◆ **DESCRIPTION OF THE TASK**
All lines from the beginning of the listing through the line with "inset:0; background:#492b30; transform-origin:0" are to be copied word for word; the pictures are not.

◆ **RECORDS SUPPLIED**
- - - - - - -

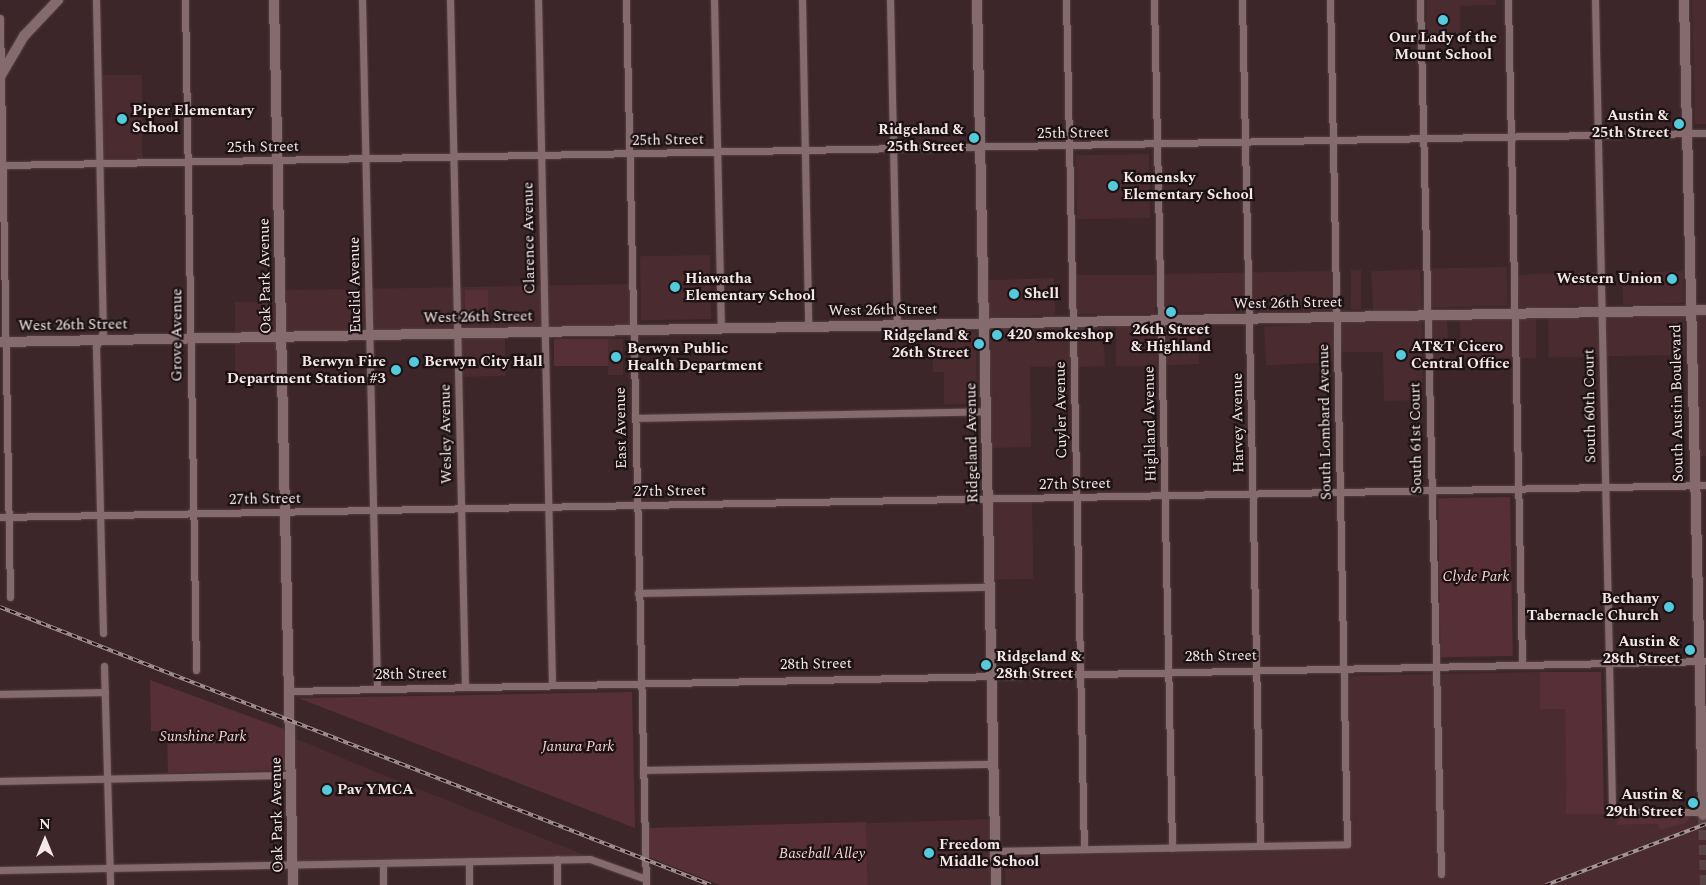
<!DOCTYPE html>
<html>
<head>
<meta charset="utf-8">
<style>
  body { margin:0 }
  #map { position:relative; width:1706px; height:885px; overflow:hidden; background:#3c2629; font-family:Spectral,serif }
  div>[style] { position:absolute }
  .built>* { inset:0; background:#492b30; transform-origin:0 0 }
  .green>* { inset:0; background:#572f36; transform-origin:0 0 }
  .secondary-tunnel>* { height:10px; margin-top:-5px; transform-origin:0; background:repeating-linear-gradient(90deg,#584346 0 10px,transparent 0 15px) }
  .roads { filter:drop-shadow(0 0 1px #554245) drop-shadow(0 0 1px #554245) }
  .street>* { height:7px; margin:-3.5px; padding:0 3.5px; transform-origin:3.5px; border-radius:3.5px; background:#856b6e }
  .secondary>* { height:10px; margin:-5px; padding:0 5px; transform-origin:5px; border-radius:5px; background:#856b6e }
  .rail>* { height:4px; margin-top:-2px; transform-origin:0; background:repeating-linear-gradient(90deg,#1c1213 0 5.5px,#a49295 0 11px); box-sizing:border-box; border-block:1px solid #a49295 }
  .dots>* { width:14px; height:14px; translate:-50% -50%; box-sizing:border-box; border:2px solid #1c1213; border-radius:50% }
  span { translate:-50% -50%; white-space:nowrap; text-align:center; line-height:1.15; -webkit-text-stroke:4.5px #1c1213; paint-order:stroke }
  .poi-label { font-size:15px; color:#f5e6e8; font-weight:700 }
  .left { translate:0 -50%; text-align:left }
  .right { translate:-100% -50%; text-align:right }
  .street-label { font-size:15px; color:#f5e6e8 }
  .park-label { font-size:15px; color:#f7d1d6; font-style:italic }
  .north { position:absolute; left:20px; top:815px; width:50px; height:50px; -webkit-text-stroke:4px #1c1213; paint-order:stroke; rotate:0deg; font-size:14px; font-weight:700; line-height:20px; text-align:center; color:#f5e6e8 }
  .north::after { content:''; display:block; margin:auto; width:18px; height:22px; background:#f5e6e8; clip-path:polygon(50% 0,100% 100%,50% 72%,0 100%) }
</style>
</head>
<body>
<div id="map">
  <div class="built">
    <div style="clip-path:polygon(1427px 0,1496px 0,1496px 5px,1460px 6px,1460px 34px,1427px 35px)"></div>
    <div style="clip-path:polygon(1692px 0,1706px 0,1706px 124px,1695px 124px)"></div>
    <div style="left:100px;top:75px;width:42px;height:88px"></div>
    <div style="left:1149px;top:154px;width:64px;height:73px;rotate:89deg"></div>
    <div style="left:710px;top:255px;width:64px;height:70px;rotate:89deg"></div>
    <div style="left:1507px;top:267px;width:39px;height:79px;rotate:89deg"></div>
    <div style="left:1420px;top:269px;width:40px;height:49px;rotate:87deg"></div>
    <div style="left:1351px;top:270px;width:10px;height:39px"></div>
    <div style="left:1331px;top:271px;width:39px;height:167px;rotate:89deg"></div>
    <div style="left:1683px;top:271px;width:32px;height:61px;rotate:88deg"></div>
    <div style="left:1597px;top:272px;width:33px;height:79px;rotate:88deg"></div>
    <div style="left:1155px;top:275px;width:39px;height:80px;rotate:90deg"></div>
    <div style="left:1054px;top:278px;width:37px;height:66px;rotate:88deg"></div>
    <div style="left:632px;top:284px;width:45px;height:351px;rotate:89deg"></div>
    <div style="left:235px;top:302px;width:45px;height:77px"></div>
    <div style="left:1684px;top:316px;width:39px;height:78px;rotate:89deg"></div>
    <div style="clip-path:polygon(1695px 316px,1706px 316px,1706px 456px,1698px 456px)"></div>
    <div style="left:1598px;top:318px;width:39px;height:50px;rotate:89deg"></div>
    <div style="left:1510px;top:319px;width:39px;height:50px;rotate:89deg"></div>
    <div style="left:1518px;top:319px;width:18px;height:39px"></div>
    <div style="left:1447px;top:320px;width:40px;height:16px;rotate:87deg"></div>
    <div style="clip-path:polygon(1422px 321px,1423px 400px,1384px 401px,1383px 352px,1342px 352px,1341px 323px)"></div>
    <div style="left:1333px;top:323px;width:39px;height:69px;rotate:87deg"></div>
    <div style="left:1198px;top:326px;width:38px;height:34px;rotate:88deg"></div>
    <div style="left:1103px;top:327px;width:39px;height:27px;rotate:87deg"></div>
    <div style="left:1116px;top:327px;width:41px;height:39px"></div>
    <div style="clip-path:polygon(1069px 328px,1070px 366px,1030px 367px,1031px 447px,992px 448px,990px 329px)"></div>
    <div style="clip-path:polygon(932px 332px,976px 332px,977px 404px,944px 404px,944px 372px,933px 372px)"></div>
    <div style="left:505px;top:337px;width:39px;height:45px;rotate:89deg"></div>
    <div style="left:608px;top:339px;width:15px;height:36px"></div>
    <div style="left:1032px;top:501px;width:78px;height:39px;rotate:89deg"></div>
    <div style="clip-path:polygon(1540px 672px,1540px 709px,1565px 709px,1566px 814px,1604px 814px,1621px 817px,1615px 825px,1658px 824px,1659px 829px,1706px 813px,1706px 885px,1005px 885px,1005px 856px,1349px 848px,1345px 676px)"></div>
    <div style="clip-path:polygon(292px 737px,376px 772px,590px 857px,294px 863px)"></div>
    <div style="left:990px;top:819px;width:66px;height:124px;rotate:88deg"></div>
  </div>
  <div class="green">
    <div style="left:488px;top:290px;width:33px;height:23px;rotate:90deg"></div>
    <div style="left:554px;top:339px;width:54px;height:27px"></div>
    <div style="left:1510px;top:497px;width:159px;height:72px;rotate:89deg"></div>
    <div style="clip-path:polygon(1540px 672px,1601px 672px,1604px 814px,1566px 814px,1565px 709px,1540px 709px)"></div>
    <div style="clip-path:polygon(150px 680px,284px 729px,285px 770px,168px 773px,167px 731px,151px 731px)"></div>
    <div style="clip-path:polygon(632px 692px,635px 828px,298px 698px,475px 695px)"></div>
    <div style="clip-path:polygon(1691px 816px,1686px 823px,1659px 830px,1658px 824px,1615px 825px,1621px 817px)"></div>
    <div style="clip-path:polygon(866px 822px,868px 885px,720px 885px,648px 857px,647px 828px)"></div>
  </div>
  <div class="secondary-tunnel">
    <div style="left:1703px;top:815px;width:70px;rotate:88.4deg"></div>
  </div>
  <div class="roads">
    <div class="street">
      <div style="left:96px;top:0;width:332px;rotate:88.8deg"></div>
      <div style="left:103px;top:332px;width:17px;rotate:115deg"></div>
      <div style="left:96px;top:347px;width:286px;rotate:88.6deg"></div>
      <div style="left:185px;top:0;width:670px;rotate:89.06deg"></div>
      <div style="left:362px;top:0;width:689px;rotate:88.75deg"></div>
      <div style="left:450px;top:0;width:687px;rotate:88.75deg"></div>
      <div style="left:538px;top:0;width:685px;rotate:88.83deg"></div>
      <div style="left:626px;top:0;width:885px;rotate:88.71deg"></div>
      <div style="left:714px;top:0;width:328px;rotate:88.8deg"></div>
      <div style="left:802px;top:0;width:326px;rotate:88.9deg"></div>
      <div style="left:890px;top:0;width:325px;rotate:88.8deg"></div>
      <div style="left:1066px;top:0;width:849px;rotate:88.79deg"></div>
      <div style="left:1154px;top:0;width:848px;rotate:88.78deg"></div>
      <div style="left:1242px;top:0;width:846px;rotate:88.78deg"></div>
      <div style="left:1420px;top:0;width:874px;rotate:88.62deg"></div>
      <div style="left:1508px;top:0;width:664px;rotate:88.79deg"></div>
      <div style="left:1595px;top:0;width:808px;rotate:88.79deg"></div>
      <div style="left:1612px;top:808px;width:4px;rotate:63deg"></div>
      <div style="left:1614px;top:812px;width:83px"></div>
      <div style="left:0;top:18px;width:579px;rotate:89.01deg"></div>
      <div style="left:4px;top:165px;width:1702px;rotate:-1.08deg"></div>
      <div style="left:635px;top:418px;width:351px;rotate:-1.1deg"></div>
      <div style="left:0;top:517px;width:1706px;rotate:-1.07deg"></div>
      <div style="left:638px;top:593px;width:352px;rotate:-1deg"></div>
      <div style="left:104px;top:666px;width:219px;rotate:88.4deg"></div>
      <div style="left:289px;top:691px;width:1417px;rotate:-1.21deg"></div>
      <div style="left:0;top:694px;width:105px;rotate:-1.1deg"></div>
      <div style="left:643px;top:770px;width:351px;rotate:-1deg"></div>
      <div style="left:0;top:781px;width:291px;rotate:-1.2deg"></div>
      <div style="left:995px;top:851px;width:352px;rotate:-1.1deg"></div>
      <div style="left:1347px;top:844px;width:844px;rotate:-91.15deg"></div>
      <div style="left:557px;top:859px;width:26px;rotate:90deg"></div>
      <div style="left:469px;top:861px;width:24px;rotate:90deg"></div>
      <div style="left:383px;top:863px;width:22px;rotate:90deg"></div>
      <div style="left:0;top:870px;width:590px;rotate:-1.07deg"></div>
      <div style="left:590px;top:859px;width:59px;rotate:19.7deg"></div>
    </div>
    <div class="secondary">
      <div style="left:274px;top:0;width:885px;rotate:88.77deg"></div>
      <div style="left:977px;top:0;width:885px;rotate:88.77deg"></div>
      <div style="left:1684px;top:0;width:815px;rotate:88.66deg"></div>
      <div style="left:0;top:77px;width:48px;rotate:-59.7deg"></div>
      <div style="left:24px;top:36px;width:50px;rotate:-46.6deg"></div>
      <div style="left:0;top:342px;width:1706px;rotate:-1.07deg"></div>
    </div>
  </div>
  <div class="rail">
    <div style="left:0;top:607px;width:763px;rotate:21.36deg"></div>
    <div style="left:1546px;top:885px;width:171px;rotate:-20.9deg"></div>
  </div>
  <div class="dots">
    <div style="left:1443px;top:20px;background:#54cadd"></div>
    <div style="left:122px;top:119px;background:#54cadd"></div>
    <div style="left:1679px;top:124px;background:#54cadd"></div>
    <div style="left:974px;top:138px;background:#54cadd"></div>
    <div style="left:1113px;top:186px;background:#54cadd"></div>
    <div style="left:1672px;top:279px;background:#54cadd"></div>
    <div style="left:675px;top:287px;background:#54cadd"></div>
    <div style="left:1014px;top:294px;background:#54cadd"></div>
    <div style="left:1171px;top:312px;background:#54cadd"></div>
    <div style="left:997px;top:335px;background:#54cadd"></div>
    <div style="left:979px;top:344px;background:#54cadd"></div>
    <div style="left:1401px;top:355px;background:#54cadd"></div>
    <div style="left:616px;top:357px;background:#54cadd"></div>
    <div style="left:414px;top:362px;background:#54cadd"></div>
    <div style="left:396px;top:370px;background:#54cadd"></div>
    <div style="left:1669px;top:607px;background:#54cadd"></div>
    <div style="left:1690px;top:650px;background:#54cadd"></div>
    <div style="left:986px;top:665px;background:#54cadd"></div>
    <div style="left:327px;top:790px;background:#54cadd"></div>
    <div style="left:1693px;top:803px;background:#54cadd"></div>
    <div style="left:929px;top:853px;background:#54cadd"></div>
  </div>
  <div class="poi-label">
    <span style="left:1443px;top:46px">Our Lady of the<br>Mount School</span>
    <span class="left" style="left:132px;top:119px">Piper Elementary<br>School</span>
    <span class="right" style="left:1669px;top:124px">Austin &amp;<br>25th Street</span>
    <span class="right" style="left:964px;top:138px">Ridgeland &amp;<br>25th Street</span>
    <span class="left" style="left:1123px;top:186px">Komensky<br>Elementary School</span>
    <span class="left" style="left:685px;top:287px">Hiawatha<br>Elementary School</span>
    <span class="right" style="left:1662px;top:279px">Western Union</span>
    <span class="left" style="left:1024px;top:294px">Shell</span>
    <span style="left:1171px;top:338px">26th Street<br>&amp; Highland</span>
    <span class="right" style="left:969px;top:344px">Ridgeland &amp;<br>26th Street</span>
    <span class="left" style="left:1007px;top:335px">420 smokeshop</span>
    <span class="left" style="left:1411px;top:355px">AT&amp;T Cicero<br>Central Office</span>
    <span class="left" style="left:627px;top:357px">Berwyn Public<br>Health Department</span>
    <span class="right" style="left:386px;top:370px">Berwyn Fire<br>Department Station #3</span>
    <span class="left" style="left:424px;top:362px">Berwyn City Hall</span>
    <span class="right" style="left:1659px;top:607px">Bethany<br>Tabernacle Church</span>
    <span class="right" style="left:1680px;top:650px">Austin &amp;<br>28th Street</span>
    <span class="left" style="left:996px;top:665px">Ridgeland &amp;<br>28th Street</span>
    <span class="left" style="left:337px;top:790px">Pav YMCA</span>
    <span class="right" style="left:1683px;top:803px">Austin &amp;<br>29th Street</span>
    <span class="left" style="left:939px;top:853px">Freedom<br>Middle School</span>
  </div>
  <div class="street-label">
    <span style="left:1073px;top:133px;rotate:-1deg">25th Street</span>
    <span style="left:668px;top:140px;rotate:-1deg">25th Street</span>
    <span style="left:263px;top:147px;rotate:-1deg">25th Street</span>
    <span style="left:529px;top:238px;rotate:-91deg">Clarence Avenue</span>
    <span style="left:265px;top:276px;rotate:-91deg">Oak Park Avenue</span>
    <span style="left:355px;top:285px;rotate:-91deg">Euclid Avenue</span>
    <span style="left:1288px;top:303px;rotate:-1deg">West 26th Street</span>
    <span style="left:883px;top:310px;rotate:-1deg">West 26th Street</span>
    <span style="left:478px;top:317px;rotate:-1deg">West 26th Street</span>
    <span style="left:73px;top:325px;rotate:-1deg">West 26th Street</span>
    <span style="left:177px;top:335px;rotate:-90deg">Grove Avenue</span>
    <span style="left:1677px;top:403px;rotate:-91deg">South Austin Boulevard</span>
    <span style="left:1590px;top:406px;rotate:-91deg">South 60th Court</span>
    <span style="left:1061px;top:410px;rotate:-91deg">Cuyler Avenue</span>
    <span style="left:1325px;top:422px;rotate:-91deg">South Lombard Avenue</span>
    <span style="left:1238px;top:423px;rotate:-91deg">Harvey Avenue</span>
    <span style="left:1150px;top:424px;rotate:-91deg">Highland Avenue</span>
    <span style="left:621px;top:428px;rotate:-91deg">East Avenue</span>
    <span style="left:446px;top:434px;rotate:-91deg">Wesley Avenue</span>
    <span style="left:1416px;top:438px;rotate:-91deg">South 61st Court</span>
    <span style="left:972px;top:443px;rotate:-91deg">Ridgeland Avenue</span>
    <span style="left:1075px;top:484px;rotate:-1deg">27th Street</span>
    <span style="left:670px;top:491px;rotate:-1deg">27th Street</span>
    <span style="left:265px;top:499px;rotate:-1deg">27th Street</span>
    <span style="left:1221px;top:656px;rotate:-1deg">28th Street</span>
    <span style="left:816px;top:664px;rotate:-1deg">28th Street</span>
    <span style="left:411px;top:674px;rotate:-1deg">28th Street</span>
    <span style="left:277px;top:815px;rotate:-91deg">Oak Park Avenue</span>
  </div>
  <div class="park-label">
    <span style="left:1476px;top:577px">Clyde Park</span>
    <span style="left:203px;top:737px">Sunshine Park</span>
    <span style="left:578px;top:747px">Janura Park</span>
    <span style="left:822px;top:854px">Baseball Alley</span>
  </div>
  <div class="north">N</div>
</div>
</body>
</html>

- - - - - - -

◆ **ANSWER SECTION**
<!DOCTYPE html>
<html>
<head>
<meta charset="utf-8">
<style>
  body { margin:0 }
  #map { position:relative; width:1706px; height:885px; overflow:hidden; background:#3c2629; font-family:Spectral,serif }
  div>[style] { position:absolute }
  .built>* { inset:0; background:#492b30; transform-origin:0 0 }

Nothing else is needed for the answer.